What to work on
Every line with the string "Right" in it belongs in your answer, so copy them all from the data.

Raw data
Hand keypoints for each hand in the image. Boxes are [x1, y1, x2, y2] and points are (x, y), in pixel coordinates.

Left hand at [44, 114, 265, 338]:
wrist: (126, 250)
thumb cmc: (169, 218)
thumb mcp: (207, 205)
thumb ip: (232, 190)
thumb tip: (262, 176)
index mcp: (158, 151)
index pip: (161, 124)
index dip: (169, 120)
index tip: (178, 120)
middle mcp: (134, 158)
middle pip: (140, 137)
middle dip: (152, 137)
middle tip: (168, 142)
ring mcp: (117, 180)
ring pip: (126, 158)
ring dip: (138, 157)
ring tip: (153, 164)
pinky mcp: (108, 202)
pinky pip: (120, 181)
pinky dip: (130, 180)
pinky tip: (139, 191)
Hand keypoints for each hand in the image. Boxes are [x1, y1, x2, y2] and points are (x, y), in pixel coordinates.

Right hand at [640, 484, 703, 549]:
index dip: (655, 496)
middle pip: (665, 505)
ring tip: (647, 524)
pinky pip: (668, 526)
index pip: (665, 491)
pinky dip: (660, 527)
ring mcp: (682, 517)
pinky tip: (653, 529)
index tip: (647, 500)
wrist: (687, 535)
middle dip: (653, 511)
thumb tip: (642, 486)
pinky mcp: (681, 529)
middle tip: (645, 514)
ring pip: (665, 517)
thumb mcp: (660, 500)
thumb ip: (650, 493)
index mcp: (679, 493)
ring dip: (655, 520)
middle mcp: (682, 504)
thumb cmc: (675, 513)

* * *

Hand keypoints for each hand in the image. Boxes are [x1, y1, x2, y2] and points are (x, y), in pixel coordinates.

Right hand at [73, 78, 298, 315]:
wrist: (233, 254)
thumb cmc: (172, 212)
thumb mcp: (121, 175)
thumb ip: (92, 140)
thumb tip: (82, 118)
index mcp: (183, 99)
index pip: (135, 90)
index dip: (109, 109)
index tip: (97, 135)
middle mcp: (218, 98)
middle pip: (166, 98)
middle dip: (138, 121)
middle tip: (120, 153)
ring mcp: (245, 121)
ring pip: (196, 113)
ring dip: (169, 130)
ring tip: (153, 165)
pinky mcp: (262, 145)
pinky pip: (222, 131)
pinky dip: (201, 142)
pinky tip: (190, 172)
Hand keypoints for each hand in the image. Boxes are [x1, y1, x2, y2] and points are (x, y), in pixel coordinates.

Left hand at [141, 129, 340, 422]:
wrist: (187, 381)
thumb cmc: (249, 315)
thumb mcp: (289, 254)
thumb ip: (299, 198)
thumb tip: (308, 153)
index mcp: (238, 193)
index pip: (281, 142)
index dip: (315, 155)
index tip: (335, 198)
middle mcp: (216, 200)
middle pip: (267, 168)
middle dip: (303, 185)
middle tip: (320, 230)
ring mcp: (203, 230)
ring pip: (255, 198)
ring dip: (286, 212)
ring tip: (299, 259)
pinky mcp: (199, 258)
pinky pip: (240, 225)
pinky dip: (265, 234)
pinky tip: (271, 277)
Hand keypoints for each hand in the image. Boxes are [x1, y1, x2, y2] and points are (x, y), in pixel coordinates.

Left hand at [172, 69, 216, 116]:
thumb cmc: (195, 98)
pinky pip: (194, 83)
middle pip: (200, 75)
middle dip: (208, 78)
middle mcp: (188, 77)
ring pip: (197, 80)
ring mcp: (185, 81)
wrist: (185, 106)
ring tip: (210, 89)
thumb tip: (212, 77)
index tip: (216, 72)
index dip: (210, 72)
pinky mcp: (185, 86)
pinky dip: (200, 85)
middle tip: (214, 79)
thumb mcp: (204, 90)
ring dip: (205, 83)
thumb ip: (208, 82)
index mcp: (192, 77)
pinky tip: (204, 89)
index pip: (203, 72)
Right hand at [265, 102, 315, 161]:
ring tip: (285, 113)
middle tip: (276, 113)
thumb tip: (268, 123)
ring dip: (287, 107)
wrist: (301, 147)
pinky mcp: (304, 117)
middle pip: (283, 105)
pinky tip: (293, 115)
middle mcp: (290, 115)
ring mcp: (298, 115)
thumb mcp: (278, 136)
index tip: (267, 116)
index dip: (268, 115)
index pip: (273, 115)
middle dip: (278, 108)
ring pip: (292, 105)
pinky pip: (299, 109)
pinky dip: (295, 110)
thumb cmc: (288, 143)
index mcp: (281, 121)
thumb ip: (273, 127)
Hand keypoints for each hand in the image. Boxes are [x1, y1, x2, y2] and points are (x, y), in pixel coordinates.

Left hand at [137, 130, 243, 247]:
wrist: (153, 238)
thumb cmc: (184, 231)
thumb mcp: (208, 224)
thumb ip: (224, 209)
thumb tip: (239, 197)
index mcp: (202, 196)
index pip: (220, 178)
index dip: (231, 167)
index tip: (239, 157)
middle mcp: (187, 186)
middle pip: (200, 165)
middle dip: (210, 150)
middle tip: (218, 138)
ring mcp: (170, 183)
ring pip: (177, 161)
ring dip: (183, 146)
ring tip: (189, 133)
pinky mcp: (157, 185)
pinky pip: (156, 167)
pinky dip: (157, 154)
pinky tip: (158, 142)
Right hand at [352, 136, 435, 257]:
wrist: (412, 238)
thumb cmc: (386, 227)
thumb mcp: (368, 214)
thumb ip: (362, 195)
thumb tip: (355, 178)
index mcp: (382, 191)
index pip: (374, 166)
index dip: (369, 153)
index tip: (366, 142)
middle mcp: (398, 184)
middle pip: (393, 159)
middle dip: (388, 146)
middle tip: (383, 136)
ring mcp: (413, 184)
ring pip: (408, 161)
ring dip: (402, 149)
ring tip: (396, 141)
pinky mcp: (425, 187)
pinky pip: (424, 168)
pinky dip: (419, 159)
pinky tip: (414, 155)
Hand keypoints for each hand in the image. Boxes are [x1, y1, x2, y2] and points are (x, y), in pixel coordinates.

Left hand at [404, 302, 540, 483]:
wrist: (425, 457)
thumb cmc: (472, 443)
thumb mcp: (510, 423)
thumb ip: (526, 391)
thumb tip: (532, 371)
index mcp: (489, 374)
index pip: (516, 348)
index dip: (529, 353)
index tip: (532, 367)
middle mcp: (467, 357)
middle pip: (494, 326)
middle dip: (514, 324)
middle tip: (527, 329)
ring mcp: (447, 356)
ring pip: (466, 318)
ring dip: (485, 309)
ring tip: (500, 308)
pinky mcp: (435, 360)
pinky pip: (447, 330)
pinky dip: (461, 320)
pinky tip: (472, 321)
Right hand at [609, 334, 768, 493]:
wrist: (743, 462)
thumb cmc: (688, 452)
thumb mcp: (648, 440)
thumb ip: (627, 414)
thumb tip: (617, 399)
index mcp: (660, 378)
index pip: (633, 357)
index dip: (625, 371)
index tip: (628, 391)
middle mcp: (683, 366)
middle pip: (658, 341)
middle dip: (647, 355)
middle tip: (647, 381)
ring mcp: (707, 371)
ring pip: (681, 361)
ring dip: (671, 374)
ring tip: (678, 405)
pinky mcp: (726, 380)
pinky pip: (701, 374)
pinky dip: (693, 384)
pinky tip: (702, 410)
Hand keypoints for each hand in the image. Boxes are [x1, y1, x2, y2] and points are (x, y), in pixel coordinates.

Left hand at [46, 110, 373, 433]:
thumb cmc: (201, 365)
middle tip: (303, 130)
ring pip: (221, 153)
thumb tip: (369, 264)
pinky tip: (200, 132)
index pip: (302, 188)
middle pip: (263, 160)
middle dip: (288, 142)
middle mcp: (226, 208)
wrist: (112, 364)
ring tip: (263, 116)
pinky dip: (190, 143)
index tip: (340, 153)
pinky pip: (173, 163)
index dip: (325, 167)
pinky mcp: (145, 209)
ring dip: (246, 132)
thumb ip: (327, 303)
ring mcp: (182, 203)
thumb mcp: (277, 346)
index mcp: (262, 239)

Expected output
Right hand at [640, 484, 703, 549]:
Right hand at [73, 78, 298, 315]:
Right hand at [265, 102, 315, 161]:
Right hand at [352, 136, 435, 257]:
Right hand at [609, 334, 768, 493]:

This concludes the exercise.